Qu'il convient donc de retenir comme date d'ancienneté le 1er janvier 1982.
Attendu qu'eu égard à cette ancienneté c'est à juste titre que Benjamin X... sollicite un complément de rappel de primes d'ancienneté de 5. 547, 32 euros compte tenu de la somme qu'il a déjà perçue ;
Attendu, sur le licenciement, que l'appréciation de la faute grave doit se faire contrairement à ce qu'indique l'employeur, en tenant compte du comportement général du salarié au sein de l'entreprise et de son ancienneté ;
Qu'un fait unique ne peut à lui seul, à l'exception de faits exceptionnels entraîner le prononcé d'un licenciement pour faute grave.
Attendu qu'il est incontestable que le 14 février 2003 Benjamin X... a eu un comportement menaçant et agressif à l'égard d'Aymeric Z... ; que néanmoins une seule observation de l'autre salarié qui se trouvait en leur compagnie a suffi à faire cesser ce comportement ; qu'il n'est pas contesté qu'il s'agit là d'un fait inhabituel, que l'employeur lors de l'entretien n'a pas contesté qu'il s'agissait habituellement d'un homme calme.
Attendu dès lors que cette faute, si elle est suffisamment grave pour entraîner la sanction suprême qu'est le licenciement, ne justifie pas le prononcé d'une faute grave au sens juridique de ce terme.
Qu'ainsi Benjamin X... est bien fondé à réclamer l'indemnité de préavis et de licenciement et le paiement du salaire pendant la mise à pied.
Attendu qu'il serait inéquitable de laisser à sa charge ceux des frais non compris dans les dépens dont il a fait l'avance et que l'employeur devra lui verser à ce titre la somme de 500 euros.
PAR CES MOTIFS :
La cour, statuant publiquement, par arrêt contradictoire en dernier ressort,
Réforme en toutes ses dispositions le jugement du conseil de prud'hommes de Marmande ;
Dit et juge que le licenciement de Benjamin X... repose sur une faute sérieuse mais non sur une faute grave.
Condamne en conséquence l'E. A. R. L.... à lui payer les sommes suivantes :
- préavis de deux mois :
2. 366, 00 euros
plus les congés payés correspondants :
236, 60 euros
-salaire pendant la mise à pied du 14 au 26 février 2003 :
560, 04 euros
plus les congés payés correspondants :
56, 00 euros
-indemnité de licenciement :
2. 484, 30 euros
Dit et juge que l'ancienneté de Benjamin X... remonte au 1er janvier 1982 et ouvre droit à un rappel de primes d'ancienneté de 5. 547, 32 euros.
Condamne l'E. A. R. L.... à payer à Benjamin X... la somme de 500 euros sur le fondement de l'article 700 du nouveau Code de procédure civile.
Condamne l'E. A. R. L.... en tous les dépens de première instance et d'appel, en ce compris les frais d'exécution du présent arrêt s'ils s'avèrent nécessaires.
Le présent arrêt a été signé par Nicole ROGER, Présidente de Chambre, et par Solange BELUS, Greffière présente lors du prononcé.
LA GREFFIÈRE :
LA PRÉSIDENTE :


Synthèse
Tribunal : Cour d'appel d'agen
Formation : Chambre sociale
Numéro d'arrêt : 04/00856
Date de la décision : 08/11/2005
Type d'affaire : Sociale

Analyses

CONTRAT DE TRAVAIL, RUPTURE - Licenciement disciplinaire - Faute du salarié - Appréciation

L'appréciation de la faute grave doit se faire contrairement à ce qu'indique l'employeur en tenant compte du comportement général du salarié au sein de l'entreprise et de son ancienneté.
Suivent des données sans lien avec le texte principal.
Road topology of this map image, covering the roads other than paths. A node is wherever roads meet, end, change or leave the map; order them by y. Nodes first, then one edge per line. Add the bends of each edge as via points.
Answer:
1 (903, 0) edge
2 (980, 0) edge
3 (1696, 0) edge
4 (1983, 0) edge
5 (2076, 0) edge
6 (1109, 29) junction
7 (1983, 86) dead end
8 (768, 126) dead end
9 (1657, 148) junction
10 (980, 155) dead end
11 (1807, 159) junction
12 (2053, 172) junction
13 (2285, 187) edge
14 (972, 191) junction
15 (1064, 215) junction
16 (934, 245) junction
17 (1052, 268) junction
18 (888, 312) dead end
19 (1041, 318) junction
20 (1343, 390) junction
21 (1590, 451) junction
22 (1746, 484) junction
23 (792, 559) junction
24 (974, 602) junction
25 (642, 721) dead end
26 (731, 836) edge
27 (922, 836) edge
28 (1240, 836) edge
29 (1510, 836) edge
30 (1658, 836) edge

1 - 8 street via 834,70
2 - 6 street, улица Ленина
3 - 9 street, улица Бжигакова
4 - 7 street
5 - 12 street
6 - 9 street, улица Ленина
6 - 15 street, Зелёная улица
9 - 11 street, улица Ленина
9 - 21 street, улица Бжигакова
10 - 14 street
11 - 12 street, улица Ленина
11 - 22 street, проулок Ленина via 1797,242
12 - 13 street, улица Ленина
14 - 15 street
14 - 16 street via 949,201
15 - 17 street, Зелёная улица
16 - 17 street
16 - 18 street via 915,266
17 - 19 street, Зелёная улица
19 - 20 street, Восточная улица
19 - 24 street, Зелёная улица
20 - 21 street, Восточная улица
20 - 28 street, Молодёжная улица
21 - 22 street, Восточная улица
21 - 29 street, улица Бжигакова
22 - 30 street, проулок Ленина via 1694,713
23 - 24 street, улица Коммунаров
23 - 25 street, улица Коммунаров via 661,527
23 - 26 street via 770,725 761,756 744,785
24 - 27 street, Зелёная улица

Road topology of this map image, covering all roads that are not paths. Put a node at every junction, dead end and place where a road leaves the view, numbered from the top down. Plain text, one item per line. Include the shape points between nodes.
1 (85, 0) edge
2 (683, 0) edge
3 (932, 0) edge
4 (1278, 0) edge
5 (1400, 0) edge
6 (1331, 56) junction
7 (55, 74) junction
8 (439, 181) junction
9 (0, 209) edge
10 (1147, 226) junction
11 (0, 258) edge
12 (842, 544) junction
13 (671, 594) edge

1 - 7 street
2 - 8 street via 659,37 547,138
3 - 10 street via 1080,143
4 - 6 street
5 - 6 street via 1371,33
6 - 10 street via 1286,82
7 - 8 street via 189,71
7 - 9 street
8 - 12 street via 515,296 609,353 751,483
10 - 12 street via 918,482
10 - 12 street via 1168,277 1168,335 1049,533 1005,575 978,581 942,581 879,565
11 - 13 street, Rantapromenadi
Un fait unique ne peut à lui seul, à l'exception de faits exceptionnels, entraîner le prononcé un licenciement pour faute grave. En l'espèce il est incontestable que le 14 février 2003 Benjamin X... a eu un comportement menaçant et agressif à l'égard de son employeur. Néanmoins, une seule observation de l'autre salarié qui se trouvait en leur compagnie a suffi à faire cesser ce comportement. Il n'est pas contesté qu'il s'agit là d'un fait inhabituel que l'employeur lors d'un entretien n'a pas contesté qu'il s'agissait habituellement d'un homme calme. Dès lors que cette faute, si elle est suffisamment grave pour entraîner la sanction suprême qu'est le licenciement, ne justifie pas le prononcé d'une faute grave au sens juridique de ce terme. Ainsi Benjamin X... est bien fondé à réclamer l'indemnité de préavis et de licenciement et le paiement du salaire pendant la mise à pied


Références :

Décision attaquée : DECISION (type)


Origine de la décision
Date de l'import : 28/11/2023
Fonds documentaire ?: Legifrance
Identifiant URN:LEX : urn:lex;fr;cour.appel.agen;arret;2005-11-08;04.00856 ?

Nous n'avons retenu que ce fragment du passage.